Meet the Pride of Peterborough
Local heroes, acts of bravery, kindness and generosity were recognised in this week's Peterborough Telegraph Pride in Peterborough Awards ceremony.
Hundreds of people packed into the glittering evening at the city’s Holiday Inn where awards were presented by Coronation Street star Jennie McAlpin - who plays Fiz Brown in the hit soap.
Awards were made to people from all walks of local life - PT Editor Mark Edwards said: “The awards show just how many truly remarkable pople there are doing great things quietly in their communities. We are pleased and privileged to be able to recognise some of that great work.”
The Young Achiever of the Year Award was won by Leo Waites who underwent surgery five years ago to help him walk after being diagnosed with cerebal palsy. Leo beat the odds and his condition when he took part in the 5km Anna’s Hope Fun Run which was part of the Great Eastern Run in October last year.
Mum Joanne said: “We are so grateful for this award - I’m so proud of him and what he’s achieved.”
Leo added: “When the awards were being read out I closed my eyes and when they said my name I was really excited.”
Highly commended was Victoria King who has suffered since childhood with autism. At a young age Vicky, struggling with her condition, began drinking and missing school. At the age of 11 she moved in with her aunt and slowly but surely things improved for Vicky with the love and guidance of her aunt and she left school with good GCSE grades and is now 20 and lives independently.
Aimie Owens was nominated by her Aunt Tina who said: “My niece Aimee is 15 and the nicest, toughest girl you could get. She is the epitome of what a true super-hero is. She has suffered with acute migraines for three years now, they are 24/7, non-stop, the migraines are agony and torture but she refuses to give in to it.”
The Child of Courage award was won by Rico Dunwoth from Farcet. Rico, aged eight, was healthy until earlier this year when he contracted Meningitis B. He was placed into an induced coma for five days. His feet would not heal he had to have his right foot and part of his left foot amputated.
Rico’s dad Del said: “He fought for his life for three-and-a-half days; we were eventually told he would survive but that his quality of life may not be what a well healthy eight year old would enjoy but Rico’s still smiling.”
Highly commended in that category was Anneliese Owens, aged four, who attends Little Caterpillars Day Nursery in Sawtry with her twin brother Samuel who suffers from epilepsy. Anneliese is always one of the first to get to her brother when he is having a seizure . She is not only there for her brother but also reassures the other children at the day nursery. Anneliese has recently picked up an award at the annual Young Epilepsy Champions Awards. Mum Suzie said: “Her compassion and reassurance to her brother and others brings me to tears.”

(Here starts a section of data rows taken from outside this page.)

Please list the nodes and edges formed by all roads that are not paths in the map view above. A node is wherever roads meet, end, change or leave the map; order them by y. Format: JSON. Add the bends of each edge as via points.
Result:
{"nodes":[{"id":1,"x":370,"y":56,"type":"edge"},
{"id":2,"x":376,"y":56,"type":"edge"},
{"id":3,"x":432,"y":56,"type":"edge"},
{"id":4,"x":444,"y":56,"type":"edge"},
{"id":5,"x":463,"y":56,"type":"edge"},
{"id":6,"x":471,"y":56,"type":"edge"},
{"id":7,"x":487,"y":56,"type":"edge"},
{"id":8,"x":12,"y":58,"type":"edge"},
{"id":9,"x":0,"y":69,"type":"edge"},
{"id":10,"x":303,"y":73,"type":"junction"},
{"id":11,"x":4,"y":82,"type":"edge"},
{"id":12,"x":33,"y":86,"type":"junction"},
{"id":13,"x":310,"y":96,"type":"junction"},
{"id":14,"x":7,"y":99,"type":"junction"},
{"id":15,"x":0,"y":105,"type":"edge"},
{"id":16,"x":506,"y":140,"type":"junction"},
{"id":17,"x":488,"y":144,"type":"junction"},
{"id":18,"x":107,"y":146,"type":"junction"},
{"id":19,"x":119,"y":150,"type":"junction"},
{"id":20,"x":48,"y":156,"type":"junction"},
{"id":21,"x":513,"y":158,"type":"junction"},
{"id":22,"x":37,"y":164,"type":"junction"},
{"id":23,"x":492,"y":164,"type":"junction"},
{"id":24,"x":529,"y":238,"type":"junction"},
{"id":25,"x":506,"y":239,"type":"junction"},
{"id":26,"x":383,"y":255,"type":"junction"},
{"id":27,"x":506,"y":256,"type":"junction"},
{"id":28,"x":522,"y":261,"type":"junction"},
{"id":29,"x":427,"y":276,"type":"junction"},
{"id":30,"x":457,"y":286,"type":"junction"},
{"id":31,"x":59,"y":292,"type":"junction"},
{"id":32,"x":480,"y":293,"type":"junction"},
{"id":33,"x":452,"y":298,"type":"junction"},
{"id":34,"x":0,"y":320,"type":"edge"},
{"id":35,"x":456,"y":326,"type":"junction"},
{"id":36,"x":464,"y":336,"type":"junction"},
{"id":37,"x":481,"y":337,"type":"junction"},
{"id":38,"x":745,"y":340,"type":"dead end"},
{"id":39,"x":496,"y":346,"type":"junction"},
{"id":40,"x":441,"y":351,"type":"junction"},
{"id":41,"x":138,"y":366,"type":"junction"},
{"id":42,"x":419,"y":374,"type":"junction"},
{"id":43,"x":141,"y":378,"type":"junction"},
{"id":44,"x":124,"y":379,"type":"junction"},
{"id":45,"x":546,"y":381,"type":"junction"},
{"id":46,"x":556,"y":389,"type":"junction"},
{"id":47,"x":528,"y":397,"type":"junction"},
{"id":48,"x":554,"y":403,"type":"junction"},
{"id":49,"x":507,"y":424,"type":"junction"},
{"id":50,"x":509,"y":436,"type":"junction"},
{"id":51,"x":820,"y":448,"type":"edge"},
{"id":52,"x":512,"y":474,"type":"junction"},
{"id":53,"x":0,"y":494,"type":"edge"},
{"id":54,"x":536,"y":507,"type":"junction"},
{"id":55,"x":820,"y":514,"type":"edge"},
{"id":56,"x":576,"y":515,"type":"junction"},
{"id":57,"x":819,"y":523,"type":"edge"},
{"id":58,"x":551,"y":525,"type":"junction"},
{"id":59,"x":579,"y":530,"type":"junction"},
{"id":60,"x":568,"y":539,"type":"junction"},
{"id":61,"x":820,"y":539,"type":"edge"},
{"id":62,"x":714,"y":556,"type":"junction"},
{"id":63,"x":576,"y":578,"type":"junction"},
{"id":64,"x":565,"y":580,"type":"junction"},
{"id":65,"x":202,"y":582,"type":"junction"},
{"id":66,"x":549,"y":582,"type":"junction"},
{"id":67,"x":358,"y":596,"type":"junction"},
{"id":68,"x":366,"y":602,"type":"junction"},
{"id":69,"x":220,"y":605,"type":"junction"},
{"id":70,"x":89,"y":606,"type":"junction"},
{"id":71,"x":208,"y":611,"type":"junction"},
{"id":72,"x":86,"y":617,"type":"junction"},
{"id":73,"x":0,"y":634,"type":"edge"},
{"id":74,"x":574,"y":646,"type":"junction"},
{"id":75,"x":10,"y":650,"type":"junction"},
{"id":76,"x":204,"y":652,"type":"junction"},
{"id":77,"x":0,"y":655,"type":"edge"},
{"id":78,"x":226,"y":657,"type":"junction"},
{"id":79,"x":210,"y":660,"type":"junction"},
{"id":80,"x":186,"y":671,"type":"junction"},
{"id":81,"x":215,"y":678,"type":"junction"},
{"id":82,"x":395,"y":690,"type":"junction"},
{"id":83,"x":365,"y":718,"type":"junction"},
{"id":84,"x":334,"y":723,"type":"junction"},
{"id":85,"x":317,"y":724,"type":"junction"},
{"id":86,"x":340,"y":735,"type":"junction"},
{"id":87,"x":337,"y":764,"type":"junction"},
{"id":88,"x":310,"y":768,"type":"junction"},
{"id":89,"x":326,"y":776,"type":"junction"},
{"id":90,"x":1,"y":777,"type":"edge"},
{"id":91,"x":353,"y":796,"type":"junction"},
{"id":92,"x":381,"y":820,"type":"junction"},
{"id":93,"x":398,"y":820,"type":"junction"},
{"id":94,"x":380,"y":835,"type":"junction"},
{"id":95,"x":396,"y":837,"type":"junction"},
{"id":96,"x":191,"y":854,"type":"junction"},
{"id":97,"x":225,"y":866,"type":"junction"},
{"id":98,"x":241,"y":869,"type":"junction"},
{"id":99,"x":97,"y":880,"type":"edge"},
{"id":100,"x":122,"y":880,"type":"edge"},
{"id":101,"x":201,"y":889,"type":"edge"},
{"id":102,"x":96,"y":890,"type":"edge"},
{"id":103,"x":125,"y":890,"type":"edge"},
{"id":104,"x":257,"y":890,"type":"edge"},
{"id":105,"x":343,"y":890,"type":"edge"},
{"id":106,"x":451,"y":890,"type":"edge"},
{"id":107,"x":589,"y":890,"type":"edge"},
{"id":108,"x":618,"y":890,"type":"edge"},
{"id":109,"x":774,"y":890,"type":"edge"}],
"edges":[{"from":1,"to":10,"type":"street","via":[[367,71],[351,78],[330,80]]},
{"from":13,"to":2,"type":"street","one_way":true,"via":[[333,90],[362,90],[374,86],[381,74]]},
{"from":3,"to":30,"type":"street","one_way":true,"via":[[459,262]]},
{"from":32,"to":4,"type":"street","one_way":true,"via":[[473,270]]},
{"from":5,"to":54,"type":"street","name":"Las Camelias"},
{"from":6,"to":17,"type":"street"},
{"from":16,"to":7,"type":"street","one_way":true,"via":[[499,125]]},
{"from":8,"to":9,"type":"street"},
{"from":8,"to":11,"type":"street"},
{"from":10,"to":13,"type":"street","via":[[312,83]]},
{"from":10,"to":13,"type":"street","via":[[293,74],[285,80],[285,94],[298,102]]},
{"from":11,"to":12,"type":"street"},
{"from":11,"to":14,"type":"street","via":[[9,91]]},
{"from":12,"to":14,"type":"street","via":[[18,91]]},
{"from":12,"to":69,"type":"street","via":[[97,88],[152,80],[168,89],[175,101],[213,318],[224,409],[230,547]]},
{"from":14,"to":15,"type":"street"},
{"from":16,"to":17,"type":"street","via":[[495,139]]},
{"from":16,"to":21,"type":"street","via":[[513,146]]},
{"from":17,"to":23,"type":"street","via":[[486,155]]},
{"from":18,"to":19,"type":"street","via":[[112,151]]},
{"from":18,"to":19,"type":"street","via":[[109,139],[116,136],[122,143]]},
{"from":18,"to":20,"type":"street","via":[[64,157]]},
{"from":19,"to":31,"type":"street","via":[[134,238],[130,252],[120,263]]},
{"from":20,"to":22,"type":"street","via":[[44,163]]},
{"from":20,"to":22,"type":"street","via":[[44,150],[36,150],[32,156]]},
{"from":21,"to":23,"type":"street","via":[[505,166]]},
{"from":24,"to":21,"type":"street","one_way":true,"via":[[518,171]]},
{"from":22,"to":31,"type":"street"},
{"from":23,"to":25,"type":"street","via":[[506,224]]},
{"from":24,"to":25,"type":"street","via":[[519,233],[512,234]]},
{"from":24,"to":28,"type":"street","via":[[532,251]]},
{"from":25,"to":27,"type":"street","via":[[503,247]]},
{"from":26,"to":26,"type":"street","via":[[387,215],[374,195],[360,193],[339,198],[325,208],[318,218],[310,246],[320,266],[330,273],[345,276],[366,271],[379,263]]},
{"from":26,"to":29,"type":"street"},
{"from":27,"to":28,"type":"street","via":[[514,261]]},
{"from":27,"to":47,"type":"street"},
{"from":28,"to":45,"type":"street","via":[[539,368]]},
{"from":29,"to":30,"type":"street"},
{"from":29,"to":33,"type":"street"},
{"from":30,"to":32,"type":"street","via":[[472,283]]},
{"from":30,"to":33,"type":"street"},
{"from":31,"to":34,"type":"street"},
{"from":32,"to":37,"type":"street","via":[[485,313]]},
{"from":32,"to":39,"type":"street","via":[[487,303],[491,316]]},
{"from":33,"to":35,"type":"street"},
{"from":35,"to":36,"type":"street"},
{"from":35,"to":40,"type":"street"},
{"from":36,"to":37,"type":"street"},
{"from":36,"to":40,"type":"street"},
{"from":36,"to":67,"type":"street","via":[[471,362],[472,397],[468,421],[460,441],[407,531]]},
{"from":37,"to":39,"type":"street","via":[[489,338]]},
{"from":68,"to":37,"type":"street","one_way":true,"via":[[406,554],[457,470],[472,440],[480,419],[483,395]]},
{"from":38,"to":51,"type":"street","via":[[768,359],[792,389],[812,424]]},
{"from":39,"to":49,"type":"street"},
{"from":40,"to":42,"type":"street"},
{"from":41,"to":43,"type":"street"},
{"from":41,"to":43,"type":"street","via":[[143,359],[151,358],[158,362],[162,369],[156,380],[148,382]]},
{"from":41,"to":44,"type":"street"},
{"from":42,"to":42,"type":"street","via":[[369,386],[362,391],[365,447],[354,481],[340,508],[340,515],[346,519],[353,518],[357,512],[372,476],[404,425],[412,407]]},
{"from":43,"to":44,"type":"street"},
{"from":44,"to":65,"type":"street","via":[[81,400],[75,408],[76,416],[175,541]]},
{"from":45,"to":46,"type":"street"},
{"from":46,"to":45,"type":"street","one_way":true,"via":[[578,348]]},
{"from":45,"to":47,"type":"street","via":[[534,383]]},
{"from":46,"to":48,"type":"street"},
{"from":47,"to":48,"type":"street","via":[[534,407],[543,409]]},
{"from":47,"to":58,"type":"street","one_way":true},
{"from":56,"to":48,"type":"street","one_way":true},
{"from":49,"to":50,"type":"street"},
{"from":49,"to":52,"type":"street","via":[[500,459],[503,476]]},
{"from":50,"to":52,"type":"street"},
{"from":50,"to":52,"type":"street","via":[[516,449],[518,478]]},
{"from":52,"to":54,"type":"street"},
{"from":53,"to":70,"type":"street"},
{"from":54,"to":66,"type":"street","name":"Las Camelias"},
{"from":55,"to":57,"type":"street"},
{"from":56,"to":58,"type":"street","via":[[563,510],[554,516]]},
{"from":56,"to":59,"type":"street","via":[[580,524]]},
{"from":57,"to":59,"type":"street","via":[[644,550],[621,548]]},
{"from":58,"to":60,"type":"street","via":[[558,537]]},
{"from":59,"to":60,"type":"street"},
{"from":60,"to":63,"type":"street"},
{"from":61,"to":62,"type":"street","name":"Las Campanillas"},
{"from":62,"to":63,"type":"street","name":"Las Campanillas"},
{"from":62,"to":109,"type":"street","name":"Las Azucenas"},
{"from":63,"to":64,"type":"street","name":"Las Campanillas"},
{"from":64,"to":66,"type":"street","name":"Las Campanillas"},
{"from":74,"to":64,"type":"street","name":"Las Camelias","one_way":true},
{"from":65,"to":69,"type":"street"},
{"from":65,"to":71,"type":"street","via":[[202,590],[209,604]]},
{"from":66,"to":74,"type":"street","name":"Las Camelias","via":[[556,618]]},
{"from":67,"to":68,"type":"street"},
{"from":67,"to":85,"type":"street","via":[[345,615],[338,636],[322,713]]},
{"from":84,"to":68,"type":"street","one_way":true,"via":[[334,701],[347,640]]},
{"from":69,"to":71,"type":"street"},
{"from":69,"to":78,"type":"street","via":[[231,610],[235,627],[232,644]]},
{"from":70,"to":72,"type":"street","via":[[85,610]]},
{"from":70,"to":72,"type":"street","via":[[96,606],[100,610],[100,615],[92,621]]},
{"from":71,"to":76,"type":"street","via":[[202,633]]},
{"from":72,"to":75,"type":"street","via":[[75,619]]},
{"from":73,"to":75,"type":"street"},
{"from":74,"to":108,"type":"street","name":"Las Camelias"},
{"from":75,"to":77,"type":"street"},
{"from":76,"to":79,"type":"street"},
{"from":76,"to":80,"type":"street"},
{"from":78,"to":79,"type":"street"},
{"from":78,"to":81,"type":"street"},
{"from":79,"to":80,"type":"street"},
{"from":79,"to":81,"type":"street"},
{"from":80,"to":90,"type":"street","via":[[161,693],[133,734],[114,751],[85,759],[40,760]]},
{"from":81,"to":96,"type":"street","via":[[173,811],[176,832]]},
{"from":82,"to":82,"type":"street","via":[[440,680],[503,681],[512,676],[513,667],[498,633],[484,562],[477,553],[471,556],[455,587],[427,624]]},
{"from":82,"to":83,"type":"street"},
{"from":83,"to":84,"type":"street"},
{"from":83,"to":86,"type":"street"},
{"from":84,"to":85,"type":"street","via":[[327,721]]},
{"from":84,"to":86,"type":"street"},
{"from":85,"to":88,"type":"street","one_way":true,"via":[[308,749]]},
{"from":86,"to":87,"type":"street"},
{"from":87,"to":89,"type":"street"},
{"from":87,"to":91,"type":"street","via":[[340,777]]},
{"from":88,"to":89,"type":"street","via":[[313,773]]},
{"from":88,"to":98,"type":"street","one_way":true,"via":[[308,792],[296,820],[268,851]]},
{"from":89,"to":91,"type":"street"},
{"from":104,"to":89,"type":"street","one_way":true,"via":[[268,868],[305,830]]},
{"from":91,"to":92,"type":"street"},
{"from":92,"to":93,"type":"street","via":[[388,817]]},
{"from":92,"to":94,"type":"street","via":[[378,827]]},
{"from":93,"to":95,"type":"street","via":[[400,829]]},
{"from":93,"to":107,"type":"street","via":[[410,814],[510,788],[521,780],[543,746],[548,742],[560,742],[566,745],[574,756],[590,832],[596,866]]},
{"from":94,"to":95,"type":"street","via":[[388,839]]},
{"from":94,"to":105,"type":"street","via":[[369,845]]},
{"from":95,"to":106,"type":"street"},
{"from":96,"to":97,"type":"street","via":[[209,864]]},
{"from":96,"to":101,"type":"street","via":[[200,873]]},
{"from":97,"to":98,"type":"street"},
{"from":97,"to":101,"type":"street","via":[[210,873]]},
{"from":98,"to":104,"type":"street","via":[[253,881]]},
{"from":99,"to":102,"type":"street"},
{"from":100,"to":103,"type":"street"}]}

The Family of the Year Award went to the Dunworth family for their incredible care and support for Child of Courage winner Rico.
Dad Del said: “Until you’re actually staring there for days watching your little boy fight for his life, words can’t describe it. My wife was by his side every night.”
Highly commended were Cecilia and Neil Hammond who were nominated by Peter White. His nomination said: “As well as working full time, they have raised their own family and numerous foster children. They have spent a decade organising the Friends of Chernobyl’s Children charity. They do an amazing job.”
Also highly commended were Dorothy Paling and Victoria King who were featured in the carer award.